LOUIS TRIMBLE – Fit to Kill. Phoenix Press, hardcover, 1941.

LOUIS TRIMBLE Fit to Kill

   Trimble’s first book, or at least his first mystery — it’s possible that in his early days he started as a western writer — and the first appearance of dilettante detective Gerry Storm. And unless Al Hubin messed up, it seems to have been his only case worth mentioning. It’s the only book’s he’s appeared in.

   The book starts well, and ends well. The middle is not worth reading. I haven’t gotten around to writing my own first detective novel yet, but I’m convinced that that’s where the biggest hurdle lies. How do you make the process of investigating a murder interesting: finding clues, interrogating suspects, provide a little action and lively banter between the main characters, and keep the reader interested, all at the same time?

   This one lets us down on almost all of the above, but on the plus side, what Fit to Kill is, I am happy to say, is a locked room mystery. While there is a small gap in a partially opened window as a means for a murderer to have committed the crime, the flower box in the window has not been disturbed. More: the dead man was not shot or poisoned, but done in with the inevitable blunt instrument, more than 10 feet away from the window, and no sign of the weapon.

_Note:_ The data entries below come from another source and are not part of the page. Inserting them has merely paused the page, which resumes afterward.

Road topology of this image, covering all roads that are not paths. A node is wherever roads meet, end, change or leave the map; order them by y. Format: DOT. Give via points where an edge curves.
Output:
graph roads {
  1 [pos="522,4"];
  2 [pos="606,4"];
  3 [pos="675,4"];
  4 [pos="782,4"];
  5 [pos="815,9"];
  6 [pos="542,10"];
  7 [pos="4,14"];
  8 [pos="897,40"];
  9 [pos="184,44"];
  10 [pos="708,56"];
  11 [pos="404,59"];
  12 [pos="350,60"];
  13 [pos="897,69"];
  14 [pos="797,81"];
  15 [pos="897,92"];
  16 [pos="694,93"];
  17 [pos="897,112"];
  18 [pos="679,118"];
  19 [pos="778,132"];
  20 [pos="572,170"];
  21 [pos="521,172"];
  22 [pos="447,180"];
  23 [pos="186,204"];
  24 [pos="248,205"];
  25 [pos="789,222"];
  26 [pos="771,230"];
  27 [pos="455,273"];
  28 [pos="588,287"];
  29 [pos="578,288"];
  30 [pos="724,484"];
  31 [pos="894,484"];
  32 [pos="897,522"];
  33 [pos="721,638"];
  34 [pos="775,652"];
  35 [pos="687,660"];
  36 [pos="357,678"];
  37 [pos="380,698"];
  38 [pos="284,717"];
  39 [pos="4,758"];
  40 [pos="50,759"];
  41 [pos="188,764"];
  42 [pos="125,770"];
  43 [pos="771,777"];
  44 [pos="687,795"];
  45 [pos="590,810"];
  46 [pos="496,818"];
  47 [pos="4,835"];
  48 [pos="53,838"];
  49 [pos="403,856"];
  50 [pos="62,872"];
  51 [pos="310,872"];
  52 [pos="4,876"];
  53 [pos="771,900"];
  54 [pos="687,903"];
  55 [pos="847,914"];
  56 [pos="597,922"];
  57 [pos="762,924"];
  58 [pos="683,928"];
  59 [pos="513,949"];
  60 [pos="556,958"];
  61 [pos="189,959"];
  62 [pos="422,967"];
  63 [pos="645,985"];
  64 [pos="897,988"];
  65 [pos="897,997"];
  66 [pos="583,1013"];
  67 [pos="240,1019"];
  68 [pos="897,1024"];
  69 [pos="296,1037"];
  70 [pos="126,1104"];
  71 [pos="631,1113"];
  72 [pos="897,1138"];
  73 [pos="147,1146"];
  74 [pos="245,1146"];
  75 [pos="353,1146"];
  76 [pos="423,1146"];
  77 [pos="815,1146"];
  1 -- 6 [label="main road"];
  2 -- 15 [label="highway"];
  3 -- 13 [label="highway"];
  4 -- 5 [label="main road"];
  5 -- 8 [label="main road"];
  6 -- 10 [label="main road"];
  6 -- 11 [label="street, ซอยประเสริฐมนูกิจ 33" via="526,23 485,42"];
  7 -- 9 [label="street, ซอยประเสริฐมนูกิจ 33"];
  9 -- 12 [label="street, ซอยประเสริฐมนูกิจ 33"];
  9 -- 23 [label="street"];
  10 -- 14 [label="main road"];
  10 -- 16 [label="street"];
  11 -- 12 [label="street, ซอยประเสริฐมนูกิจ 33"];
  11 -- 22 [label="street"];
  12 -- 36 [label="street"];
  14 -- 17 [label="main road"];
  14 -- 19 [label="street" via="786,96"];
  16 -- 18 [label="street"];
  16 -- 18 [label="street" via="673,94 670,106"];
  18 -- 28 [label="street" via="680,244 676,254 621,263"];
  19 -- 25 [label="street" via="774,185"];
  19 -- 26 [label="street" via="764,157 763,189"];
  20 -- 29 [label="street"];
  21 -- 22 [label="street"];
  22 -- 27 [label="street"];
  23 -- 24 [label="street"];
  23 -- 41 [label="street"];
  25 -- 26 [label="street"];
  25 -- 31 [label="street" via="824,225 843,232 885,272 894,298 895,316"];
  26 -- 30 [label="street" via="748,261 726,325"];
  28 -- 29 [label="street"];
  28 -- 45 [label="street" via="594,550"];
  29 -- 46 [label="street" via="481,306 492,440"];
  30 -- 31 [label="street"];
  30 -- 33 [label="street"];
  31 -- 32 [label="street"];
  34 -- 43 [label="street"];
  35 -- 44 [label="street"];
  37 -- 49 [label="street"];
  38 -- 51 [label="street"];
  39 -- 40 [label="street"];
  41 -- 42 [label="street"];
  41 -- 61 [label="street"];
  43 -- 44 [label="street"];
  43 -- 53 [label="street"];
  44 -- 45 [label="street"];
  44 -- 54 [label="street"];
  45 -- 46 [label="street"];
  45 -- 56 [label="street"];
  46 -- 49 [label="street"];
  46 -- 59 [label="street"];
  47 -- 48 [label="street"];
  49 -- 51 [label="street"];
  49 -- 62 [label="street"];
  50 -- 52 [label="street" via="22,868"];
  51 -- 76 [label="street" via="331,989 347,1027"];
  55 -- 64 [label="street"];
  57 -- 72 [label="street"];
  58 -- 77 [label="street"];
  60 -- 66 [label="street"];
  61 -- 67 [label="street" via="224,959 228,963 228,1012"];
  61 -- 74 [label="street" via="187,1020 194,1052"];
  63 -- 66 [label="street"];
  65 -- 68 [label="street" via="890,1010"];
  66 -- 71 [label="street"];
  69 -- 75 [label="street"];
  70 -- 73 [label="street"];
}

   The dead man, by the way, was a truly obnoxious creature — hence the title — and there is no dearth of suspects. Storm follows in the well-worn footsteps of Philo Vance and the early copy-cattish Ellery Queen. Nothing I’ve said, however, is enough for me to give this book more than a lukewarm recommendation. By 1941 maybe the Vancian charm was gone, or maybe Trimble was no S. S. Van Dine.

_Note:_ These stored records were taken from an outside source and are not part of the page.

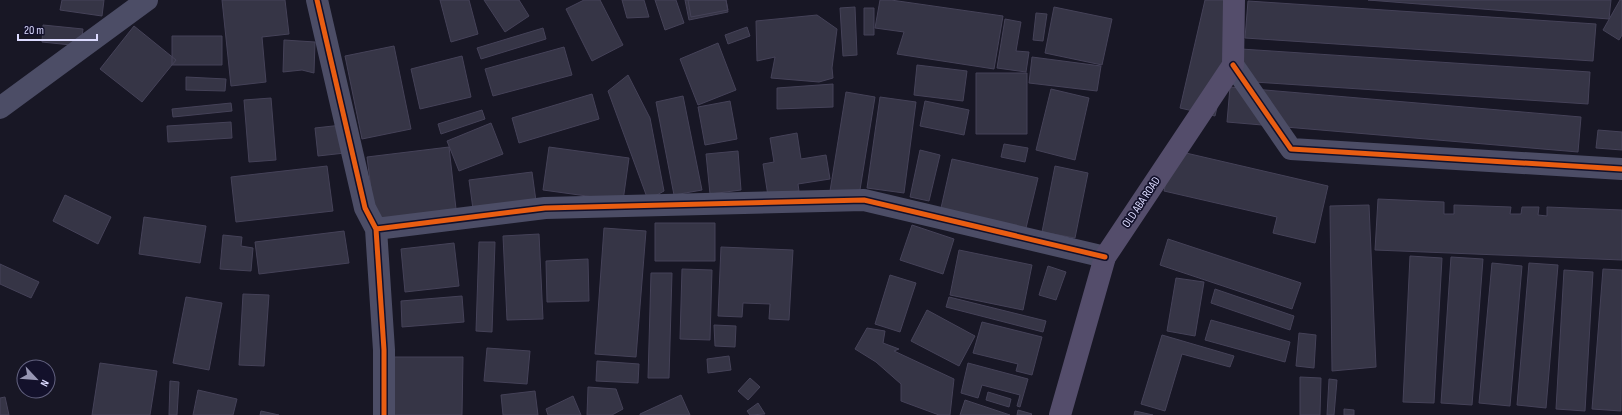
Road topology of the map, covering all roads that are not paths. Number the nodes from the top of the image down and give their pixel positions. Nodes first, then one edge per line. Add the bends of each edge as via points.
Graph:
1 (147, 0) edge
2 (317, 0) edge
3 (1234, 0) edge
4 (1233, 65) junction
5 (0, 108) edge
6 (1622, 169) edge
7 (376, 229) junction
8 (1105, 257) junction
9 (384, 415) edge
10 (1060, 415) edge

1 - 5 street
2 - 7 street via 365,208
3 - 4 main road
4 - 6 street via 1291,149
4 - 8 main road, OLD ABA ROAD
7 - 8 street via 545,208 864,200
7 - 9 street via 384,350
8 - 10 main road, OLD ABA ROAD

— Reprinted from Mystery*File 36,
     (slightly revised).


[UPDATE] 09-13-12.   Toward the end of his career, Trimble seemed to de-emphasize mysteries in favor of either science fiction and westerns. According to Al Hubin, though, he wrote nearly thirty mystery novels between 1941 and 1970, including several as by Stuart Brock and Gerry Travis.

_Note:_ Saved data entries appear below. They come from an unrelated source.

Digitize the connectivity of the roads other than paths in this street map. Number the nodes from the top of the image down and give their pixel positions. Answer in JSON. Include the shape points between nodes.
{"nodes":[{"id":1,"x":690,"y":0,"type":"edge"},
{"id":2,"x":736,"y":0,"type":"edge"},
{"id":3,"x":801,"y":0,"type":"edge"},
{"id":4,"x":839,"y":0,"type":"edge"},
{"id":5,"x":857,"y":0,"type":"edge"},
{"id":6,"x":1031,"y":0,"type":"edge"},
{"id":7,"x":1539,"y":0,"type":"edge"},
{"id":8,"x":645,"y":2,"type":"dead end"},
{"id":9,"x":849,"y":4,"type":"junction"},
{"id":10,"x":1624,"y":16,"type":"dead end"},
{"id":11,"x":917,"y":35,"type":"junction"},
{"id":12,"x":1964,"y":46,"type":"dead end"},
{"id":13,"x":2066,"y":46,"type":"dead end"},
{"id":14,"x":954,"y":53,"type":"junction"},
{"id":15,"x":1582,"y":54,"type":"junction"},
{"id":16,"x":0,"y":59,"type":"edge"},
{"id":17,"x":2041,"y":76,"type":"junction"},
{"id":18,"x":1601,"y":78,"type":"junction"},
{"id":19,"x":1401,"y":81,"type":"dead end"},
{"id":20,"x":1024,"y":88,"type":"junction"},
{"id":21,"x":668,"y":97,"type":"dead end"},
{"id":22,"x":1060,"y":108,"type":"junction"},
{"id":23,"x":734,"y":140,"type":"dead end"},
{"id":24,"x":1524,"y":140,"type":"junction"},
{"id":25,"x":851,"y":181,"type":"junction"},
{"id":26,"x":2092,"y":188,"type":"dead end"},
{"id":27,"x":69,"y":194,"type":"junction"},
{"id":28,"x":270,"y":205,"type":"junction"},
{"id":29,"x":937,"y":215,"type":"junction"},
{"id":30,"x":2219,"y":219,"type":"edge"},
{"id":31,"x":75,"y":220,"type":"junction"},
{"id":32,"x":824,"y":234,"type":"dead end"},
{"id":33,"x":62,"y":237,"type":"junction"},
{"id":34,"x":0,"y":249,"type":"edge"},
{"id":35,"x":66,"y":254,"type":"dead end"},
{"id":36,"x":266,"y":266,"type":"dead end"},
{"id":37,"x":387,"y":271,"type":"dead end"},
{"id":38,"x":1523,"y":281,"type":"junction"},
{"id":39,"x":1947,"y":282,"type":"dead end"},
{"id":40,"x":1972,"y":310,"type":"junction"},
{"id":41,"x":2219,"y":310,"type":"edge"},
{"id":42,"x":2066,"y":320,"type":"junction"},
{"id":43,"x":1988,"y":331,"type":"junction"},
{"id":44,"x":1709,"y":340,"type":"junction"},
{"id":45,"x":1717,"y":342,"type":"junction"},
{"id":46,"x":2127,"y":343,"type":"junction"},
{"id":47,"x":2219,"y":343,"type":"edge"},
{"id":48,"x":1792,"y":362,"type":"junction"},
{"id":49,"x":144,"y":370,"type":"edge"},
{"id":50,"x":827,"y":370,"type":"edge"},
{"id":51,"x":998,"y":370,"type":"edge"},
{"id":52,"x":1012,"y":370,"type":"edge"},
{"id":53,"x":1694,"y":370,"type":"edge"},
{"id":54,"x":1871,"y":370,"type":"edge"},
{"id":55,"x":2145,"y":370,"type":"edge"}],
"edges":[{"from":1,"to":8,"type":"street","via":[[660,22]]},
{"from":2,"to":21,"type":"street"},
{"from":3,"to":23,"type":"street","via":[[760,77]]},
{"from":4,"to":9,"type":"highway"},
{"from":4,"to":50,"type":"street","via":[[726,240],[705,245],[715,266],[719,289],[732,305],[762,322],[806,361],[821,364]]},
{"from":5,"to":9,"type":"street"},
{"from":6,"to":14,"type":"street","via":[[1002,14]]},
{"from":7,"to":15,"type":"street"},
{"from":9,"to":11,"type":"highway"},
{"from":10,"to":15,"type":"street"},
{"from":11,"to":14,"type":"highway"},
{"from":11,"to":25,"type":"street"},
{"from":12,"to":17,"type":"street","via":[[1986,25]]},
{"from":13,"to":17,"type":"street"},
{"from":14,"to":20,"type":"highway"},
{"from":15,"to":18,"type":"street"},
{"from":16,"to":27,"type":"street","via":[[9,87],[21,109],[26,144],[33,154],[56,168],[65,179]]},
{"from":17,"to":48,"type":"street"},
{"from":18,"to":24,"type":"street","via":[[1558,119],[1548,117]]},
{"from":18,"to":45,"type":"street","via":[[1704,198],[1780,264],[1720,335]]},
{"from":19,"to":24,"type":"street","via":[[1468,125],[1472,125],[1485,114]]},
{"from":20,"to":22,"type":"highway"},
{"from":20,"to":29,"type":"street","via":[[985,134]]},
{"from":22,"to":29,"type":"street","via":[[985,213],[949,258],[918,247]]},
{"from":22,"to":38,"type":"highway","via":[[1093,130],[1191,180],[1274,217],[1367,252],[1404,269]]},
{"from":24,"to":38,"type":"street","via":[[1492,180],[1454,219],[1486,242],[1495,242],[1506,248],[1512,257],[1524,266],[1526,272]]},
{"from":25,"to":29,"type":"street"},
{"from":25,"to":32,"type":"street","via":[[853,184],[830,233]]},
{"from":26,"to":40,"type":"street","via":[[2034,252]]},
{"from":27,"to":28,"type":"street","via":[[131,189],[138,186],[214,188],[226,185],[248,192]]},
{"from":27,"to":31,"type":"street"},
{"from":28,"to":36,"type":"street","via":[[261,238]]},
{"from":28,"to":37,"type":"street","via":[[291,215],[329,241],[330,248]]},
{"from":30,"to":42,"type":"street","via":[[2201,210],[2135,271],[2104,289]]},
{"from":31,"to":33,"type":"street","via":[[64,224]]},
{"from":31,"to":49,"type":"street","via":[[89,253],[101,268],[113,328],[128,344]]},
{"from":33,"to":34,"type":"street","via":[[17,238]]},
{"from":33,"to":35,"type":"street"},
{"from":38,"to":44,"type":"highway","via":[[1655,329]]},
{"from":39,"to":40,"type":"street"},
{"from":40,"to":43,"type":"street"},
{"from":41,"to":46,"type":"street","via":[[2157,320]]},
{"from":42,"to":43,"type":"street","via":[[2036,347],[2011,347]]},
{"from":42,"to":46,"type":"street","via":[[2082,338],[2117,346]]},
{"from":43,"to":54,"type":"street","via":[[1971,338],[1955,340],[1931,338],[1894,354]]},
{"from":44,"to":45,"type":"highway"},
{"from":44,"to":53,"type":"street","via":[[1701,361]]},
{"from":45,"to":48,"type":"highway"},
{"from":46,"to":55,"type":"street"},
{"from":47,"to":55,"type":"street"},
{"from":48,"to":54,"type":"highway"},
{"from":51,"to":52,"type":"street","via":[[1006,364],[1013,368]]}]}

   The vast majority of these were written for Phoenix Press or Mystery House, both lending-library publishers of no great distinction, or as paperback originals for Ace, including quite a few Ace Doubles. By the 1950s, Trimble’s mystery fiction had become much more hard-boiled in nature; based on the ones I’ve read, which in truth are not many, he was never a terrible writer, but he certainly never made it to the big time, either. Other than the fact that I wrote this review, I don’t remember Fit to Kill at all. You now know as much about it as I do.

   I discovered two copies for sale just now on abebooks.com. The cover of the one seen above is a facsimile, but it’s the cheaper of the two, with an asking price of $175.